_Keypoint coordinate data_

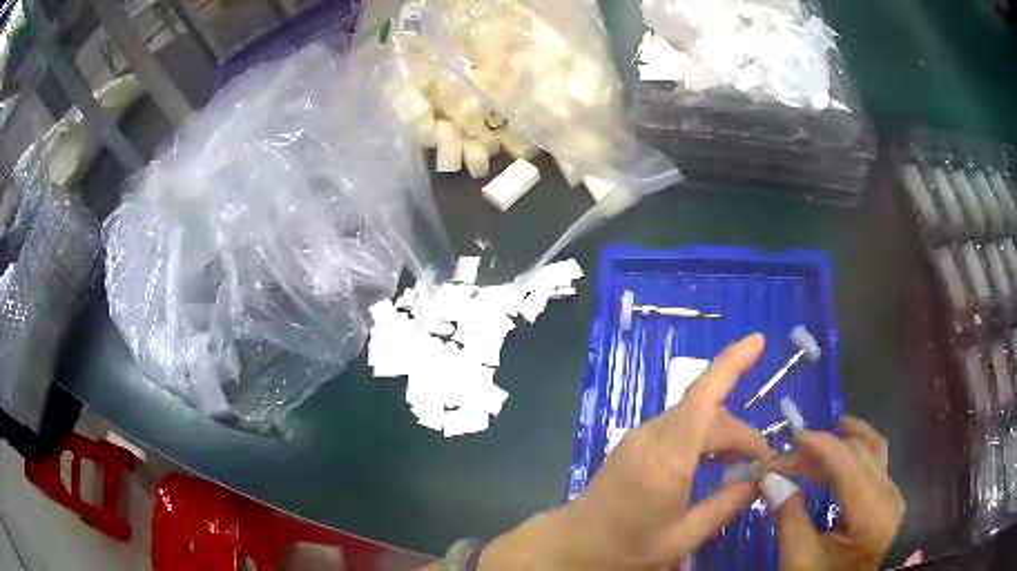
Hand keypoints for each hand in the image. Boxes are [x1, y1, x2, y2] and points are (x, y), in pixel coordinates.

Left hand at [480, 334, 772, 568]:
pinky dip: (703, 439)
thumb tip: (758, 480)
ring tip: (742, 466)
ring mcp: (639, 436)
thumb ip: (724, 506)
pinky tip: (714, 464)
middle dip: (741, 433)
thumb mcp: (682, 538)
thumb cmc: (627, 547)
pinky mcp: (634, 443)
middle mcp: (652, 437)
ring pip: (694, 418)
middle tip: (761, 466)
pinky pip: (678, 428)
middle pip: (708, 414)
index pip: (704, 397)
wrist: (574, 544)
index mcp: (667, 459)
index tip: (759, 341)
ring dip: (723, 435)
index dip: (732, 363)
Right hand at [772, 417, 904, 570]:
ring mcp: (893, 493)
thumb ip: (789, 519)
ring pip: (871, 450)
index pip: (847, 462)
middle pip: (859, 452)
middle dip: (824, 447)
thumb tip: (772, 479)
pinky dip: (856, 451)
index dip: (819, 444)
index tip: (790, 438)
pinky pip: (876, 461)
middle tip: (790, 456)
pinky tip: (842, 453)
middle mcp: (888, 493)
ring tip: (818, 440)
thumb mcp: (801, 561)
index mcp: (870, 512)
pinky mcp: (890, 496)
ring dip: (843, 442)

_EXERCISE DIRECTIONS_
Going from the line that contains "middle mcp: (652, 437)" to the last line of the records, reproduce every line as written.

_RESPONSE TO THE TASK_
middle mcp: (652, 437)
ring pip: (694, 418)
middle tip: (761, 466)
pinky pip: (678, 428)
middle pip: (708, 414)
index pip: (704, 397)
wrist: (574, 544)
index mcp: (667, 459)
index tip: (759, 341)
ring dip: (723, 435)
index dip: (732, 363)
Right hand at [772, 417, 904, 570]:
ring mcp: (893, 493)
thumb ip: (789, 519)
ring pip: (871, 450)
index pip: (847, 462)
middle pip: (859, 452)
middle dip: (824, 447)
thumb tip: (772, 479)
pinky dip: (856, 451)
index dip: (819, 444)
index tip: (790, 438)
pinky pip: (876, 461)
middle tip: (790, 456)
pinky tip: (842, 453)
middle mcp: (888, 493)
ring tip: (818, 440)
thumb mcp: (801, 561)
index mcp: (870, 512)
pinky mcp: (890, 496)
ring dip: (843, 442)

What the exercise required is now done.